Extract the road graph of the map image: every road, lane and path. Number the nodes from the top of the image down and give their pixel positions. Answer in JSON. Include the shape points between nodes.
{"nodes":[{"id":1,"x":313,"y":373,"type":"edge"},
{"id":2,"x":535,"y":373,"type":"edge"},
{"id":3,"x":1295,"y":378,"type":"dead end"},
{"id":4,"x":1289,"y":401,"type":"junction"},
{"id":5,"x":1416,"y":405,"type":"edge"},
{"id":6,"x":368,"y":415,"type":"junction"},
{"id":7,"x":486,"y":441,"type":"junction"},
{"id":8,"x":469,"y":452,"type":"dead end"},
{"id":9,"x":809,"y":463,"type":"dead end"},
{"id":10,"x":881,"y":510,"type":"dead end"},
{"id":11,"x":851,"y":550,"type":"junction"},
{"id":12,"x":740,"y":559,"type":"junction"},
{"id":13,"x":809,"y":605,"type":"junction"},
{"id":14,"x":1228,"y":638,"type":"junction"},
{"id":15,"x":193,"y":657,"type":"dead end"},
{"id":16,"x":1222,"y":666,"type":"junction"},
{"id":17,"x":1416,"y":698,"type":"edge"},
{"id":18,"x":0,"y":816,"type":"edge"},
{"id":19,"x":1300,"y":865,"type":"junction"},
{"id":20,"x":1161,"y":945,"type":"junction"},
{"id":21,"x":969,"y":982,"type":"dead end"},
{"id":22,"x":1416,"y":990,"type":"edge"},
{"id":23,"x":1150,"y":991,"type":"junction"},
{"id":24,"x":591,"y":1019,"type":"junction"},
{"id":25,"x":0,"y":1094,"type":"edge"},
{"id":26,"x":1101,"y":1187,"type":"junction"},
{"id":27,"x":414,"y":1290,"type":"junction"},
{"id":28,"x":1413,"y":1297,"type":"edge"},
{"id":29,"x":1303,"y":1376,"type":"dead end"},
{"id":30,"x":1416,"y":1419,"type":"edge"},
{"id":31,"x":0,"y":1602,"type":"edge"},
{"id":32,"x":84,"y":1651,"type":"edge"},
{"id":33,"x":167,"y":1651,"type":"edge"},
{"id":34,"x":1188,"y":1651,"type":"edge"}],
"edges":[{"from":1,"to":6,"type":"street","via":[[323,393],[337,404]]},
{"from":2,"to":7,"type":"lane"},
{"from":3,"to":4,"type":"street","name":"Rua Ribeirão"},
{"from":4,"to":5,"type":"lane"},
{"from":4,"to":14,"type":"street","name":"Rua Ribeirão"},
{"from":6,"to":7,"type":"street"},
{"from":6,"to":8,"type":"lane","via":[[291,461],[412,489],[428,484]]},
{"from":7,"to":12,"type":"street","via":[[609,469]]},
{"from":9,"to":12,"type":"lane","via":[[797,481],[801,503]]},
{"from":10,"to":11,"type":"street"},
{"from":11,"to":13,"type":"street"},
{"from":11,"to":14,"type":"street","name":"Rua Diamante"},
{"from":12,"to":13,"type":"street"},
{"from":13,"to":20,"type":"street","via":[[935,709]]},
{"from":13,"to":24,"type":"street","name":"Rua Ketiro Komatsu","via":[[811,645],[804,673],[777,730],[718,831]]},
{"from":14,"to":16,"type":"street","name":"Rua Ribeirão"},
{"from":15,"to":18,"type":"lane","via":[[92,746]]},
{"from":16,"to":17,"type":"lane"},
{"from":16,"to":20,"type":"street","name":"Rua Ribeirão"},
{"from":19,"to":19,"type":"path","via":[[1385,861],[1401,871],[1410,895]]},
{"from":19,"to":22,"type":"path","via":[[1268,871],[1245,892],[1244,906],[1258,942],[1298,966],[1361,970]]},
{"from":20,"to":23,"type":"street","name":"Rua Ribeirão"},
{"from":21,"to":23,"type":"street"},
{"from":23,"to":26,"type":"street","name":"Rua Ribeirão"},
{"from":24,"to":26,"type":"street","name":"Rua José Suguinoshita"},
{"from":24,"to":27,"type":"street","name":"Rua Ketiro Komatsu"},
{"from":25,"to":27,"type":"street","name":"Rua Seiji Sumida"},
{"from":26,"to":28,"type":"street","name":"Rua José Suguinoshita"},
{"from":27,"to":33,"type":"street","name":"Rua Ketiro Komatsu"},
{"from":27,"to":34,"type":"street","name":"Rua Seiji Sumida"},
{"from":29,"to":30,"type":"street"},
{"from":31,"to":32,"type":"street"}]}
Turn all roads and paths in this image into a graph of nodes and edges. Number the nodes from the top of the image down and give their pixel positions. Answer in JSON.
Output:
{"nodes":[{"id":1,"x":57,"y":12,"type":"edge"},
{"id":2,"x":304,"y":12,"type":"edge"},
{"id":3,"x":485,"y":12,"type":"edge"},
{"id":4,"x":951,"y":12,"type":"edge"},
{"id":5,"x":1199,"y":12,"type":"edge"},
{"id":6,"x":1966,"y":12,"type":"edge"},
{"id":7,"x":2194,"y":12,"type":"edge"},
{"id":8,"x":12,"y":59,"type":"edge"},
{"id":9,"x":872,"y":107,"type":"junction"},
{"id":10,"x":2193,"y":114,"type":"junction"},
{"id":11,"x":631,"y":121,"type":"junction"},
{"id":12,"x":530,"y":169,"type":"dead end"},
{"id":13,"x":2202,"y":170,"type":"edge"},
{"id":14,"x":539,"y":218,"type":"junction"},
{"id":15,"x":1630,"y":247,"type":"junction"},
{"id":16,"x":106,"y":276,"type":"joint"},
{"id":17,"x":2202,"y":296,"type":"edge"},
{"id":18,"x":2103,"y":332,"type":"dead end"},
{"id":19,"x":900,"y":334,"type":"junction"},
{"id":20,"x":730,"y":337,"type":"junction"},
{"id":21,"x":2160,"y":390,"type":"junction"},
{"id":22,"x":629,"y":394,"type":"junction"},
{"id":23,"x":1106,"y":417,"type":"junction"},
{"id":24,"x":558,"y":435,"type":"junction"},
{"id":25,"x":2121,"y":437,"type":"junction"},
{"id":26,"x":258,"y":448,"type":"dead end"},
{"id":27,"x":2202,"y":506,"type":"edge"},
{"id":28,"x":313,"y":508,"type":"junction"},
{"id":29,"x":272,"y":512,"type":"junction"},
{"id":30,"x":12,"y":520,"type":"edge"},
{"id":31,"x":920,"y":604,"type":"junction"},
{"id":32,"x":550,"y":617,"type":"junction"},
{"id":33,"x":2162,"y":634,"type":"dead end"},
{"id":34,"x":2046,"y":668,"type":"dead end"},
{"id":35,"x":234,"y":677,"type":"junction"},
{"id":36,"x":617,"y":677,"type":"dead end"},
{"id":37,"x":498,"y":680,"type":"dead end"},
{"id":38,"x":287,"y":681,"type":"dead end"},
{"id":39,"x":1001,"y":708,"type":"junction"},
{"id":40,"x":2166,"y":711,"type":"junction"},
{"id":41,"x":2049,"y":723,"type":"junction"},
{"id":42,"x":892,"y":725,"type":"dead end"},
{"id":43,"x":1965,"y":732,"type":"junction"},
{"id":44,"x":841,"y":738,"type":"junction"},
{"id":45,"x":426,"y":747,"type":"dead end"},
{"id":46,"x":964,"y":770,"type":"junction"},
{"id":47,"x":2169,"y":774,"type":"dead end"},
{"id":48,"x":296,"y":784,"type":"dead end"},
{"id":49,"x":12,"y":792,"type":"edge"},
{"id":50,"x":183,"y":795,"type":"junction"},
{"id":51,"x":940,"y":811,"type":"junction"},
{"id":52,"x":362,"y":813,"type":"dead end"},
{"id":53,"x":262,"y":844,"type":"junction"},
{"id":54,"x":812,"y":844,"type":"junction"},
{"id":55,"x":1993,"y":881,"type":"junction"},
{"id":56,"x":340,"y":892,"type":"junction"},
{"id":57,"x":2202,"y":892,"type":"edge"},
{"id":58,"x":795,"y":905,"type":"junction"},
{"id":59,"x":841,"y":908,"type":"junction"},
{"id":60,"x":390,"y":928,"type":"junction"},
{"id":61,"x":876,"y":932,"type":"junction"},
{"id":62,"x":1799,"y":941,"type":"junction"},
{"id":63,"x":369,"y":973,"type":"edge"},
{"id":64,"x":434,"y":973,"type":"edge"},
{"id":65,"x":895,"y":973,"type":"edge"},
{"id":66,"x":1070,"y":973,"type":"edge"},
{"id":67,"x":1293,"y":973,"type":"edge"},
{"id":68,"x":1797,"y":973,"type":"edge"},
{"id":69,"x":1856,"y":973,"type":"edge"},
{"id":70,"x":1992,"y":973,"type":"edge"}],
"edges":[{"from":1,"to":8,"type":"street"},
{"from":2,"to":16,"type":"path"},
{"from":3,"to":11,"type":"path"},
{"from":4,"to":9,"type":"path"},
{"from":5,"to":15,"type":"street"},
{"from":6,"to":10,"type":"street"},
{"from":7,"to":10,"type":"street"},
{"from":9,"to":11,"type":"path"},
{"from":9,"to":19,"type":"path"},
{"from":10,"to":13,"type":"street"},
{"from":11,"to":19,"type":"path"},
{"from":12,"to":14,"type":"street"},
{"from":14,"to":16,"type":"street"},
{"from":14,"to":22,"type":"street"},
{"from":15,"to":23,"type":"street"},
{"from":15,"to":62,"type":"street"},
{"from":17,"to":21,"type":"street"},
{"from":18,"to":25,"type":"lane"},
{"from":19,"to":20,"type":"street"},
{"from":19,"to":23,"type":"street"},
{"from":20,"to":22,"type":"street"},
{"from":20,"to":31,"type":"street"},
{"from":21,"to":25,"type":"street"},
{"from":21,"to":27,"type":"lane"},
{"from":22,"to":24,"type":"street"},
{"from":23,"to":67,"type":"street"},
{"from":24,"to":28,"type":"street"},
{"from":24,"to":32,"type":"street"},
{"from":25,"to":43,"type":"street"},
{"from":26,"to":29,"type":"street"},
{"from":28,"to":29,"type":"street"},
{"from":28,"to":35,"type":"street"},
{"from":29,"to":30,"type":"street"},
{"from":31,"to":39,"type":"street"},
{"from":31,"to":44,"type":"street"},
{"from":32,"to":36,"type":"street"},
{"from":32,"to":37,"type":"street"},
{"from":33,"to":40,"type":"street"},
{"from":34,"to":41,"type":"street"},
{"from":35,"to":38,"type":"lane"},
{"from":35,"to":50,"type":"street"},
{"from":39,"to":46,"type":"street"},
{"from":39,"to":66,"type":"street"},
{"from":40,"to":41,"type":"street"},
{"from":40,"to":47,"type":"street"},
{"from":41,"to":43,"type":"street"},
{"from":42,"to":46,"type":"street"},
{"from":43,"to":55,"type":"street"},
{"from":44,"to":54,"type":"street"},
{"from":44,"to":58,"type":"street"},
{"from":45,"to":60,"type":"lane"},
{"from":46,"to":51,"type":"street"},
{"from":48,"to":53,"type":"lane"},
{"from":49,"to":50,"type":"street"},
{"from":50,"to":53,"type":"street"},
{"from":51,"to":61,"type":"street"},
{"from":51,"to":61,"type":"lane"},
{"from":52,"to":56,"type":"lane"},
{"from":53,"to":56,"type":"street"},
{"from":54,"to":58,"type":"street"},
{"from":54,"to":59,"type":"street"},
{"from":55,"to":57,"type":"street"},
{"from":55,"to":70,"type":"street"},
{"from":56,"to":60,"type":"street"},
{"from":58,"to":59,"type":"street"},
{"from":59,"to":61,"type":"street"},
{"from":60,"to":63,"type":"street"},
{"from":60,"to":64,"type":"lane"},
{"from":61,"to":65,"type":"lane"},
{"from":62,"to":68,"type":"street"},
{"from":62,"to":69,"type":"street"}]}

TASK TO CARRY OUT => Please copy out each line in the entries that mentions the string "down".

YOUR RESPONSE =>
Extract the road graph of the map image: every road, lane and path. Number the nodes from the top of the image down and give their pixel positions. Answer in JSON. Include the shape points between nodes.
Turn all roads and paths in this image into a graph of nodes and edges. Number the nodes from the top of the image down and give their pixel positions. Answer in JSON.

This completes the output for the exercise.